In fact, what I get out of this study has to do more with economics than medicine. A first lesson is that though anyone can make data talk you have to be very clever to ensure your data aren’t talking to you in a biased way. Random double-blind testing is the gold standard in science but because—perfectly reasonably—most people don’t want to be experimented on it’s hard to do that sort of thing in the social sciences. So you have to look for “natural experiments.” The three economists who wrote this study found a good one and made clever analytical use of it.

A second point about economics demonstrated here is that economists study lots of different social phenomena, not just ones revolving around money and finance. We’re always having to explain to non-economists that there’s a lot more to the discipline than that—and a lot more to attract people to it who aren’t necessarily so interested in money and finance.

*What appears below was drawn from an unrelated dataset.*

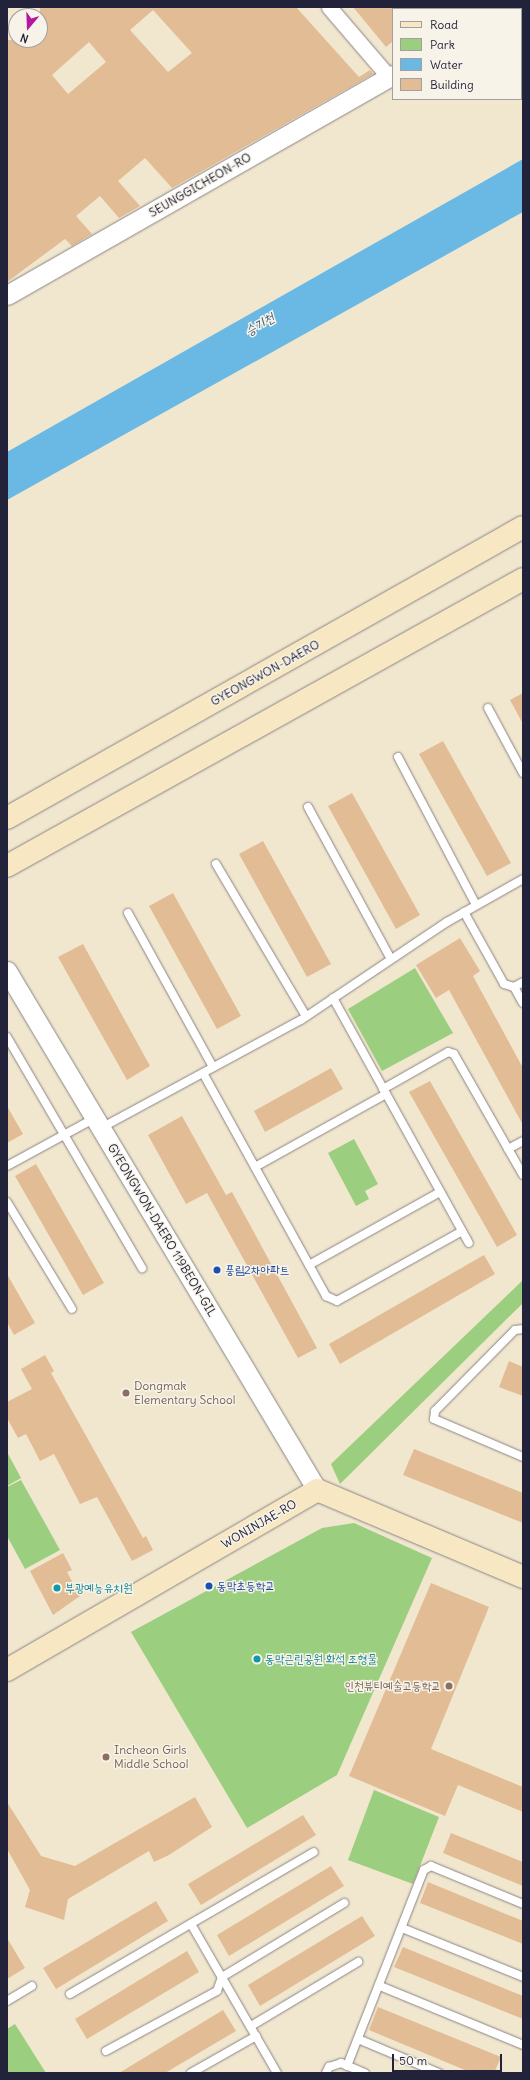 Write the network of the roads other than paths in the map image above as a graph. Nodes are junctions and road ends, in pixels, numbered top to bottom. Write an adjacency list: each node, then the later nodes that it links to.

A third and final point (for today at least) is that Big Data has made it possible to study all sorts of questions with a precision that old-fashioned sampling simply wasn’t capable of. The economists who wrote this study had complete health care and socio-economic data sets for the entire country and did their detailed work with 22,000 families of medical school lottery participants. They don’t actually mention how much of this data was “anonymized.” I assume—and hope—all of it was. Privacy is a big concern with these new technologies. Big Brother himself loved and thrived on Big Data, though Orwell didn’t call it that. But even as we worry about the implications of making all this data available to researchers and, inevitably, in one way or another, to genius hackers, we can marvel at how things have changed from not so long ago when researchers had to try to make inferences from just a few hundred data points.

I hope we use all these new Niagaras of knowledge wisely.